Personalized Keyphrase Detection using Speaker and Environment Information
Rajeev Rikhye, Quan Wang, Qiao Liang, Yanzhang He, Ding Zhao, Yiteng, (Arden) Huang, Arun Narayanan, Ian McGraw

TL;DR
This paper presents a customizable streaming keyphrase detection system that leverages speaker and environment information, including speaker verification, separation, and noise cancellation, to improve accuracy under noisy conditions.
Contribution
It introduces an end-to-end trained system combining speaker verification, separation, and noise cancellation for robust keyphrase detection in noisy environments.
Findings
Speaker verification reduces false triggers.
Speaker separation and noise cancellation decrease false rejections.

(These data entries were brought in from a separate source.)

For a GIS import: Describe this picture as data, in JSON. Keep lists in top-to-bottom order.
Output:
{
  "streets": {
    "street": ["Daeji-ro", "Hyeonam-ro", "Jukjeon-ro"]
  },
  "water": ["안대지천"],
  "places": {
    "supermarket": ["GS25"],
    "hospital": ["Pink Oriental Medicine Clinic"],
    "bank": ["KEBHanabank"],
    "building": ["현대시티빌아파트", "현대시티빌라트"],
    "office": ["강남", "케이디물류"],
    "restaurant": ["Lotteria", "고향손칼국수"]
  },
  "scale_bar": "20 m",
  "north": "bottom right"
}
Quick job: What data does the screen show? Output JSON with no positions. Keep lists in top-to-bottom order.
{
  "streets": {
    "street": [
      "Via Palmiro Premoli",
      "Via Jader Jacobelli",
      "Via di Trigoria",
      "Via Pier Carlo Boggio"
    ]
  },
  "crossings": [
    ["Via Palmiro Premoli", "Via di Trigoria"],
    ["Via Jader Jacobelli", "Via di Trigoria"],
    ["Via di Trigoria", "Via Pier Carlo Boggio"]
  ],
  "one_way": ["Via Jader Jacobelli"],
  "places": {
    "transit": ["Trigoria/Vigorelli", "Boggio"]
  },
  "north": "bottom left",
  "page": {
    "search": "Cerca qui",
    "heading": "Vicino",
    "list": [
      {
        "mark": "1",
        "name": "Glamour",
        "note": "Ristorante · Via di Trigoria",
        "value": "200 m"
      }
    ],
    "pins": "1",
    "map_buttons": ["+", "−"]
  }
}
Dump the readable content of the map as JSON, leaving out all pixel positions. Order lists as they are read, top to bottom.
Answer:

System performs well across various noisy conditions.
Abstract
In this paper, we introduce a streaming keyphrase detection system that can be easily customized to accurately detect any phrase composed of words from a large vocabulary. The system is implemented with an end-to-end trained automatic speech recognition (ASR) model and a text-independent speaker verification model. To address the challenge of detecting these keyphrases under various noisy conditions, a speaker separation model is added to the feature frontend of the speaker verification model, and an adaptive noise cancellation (ANC) algorithm is included to exploit cross-microphone noise coherence. Our experiments show that the text-independent speaker verification model largely reduces the false triggering rate of the keyphrase detection, while the speaker separation model and adaptive noise cancellation largely reduce false rejections.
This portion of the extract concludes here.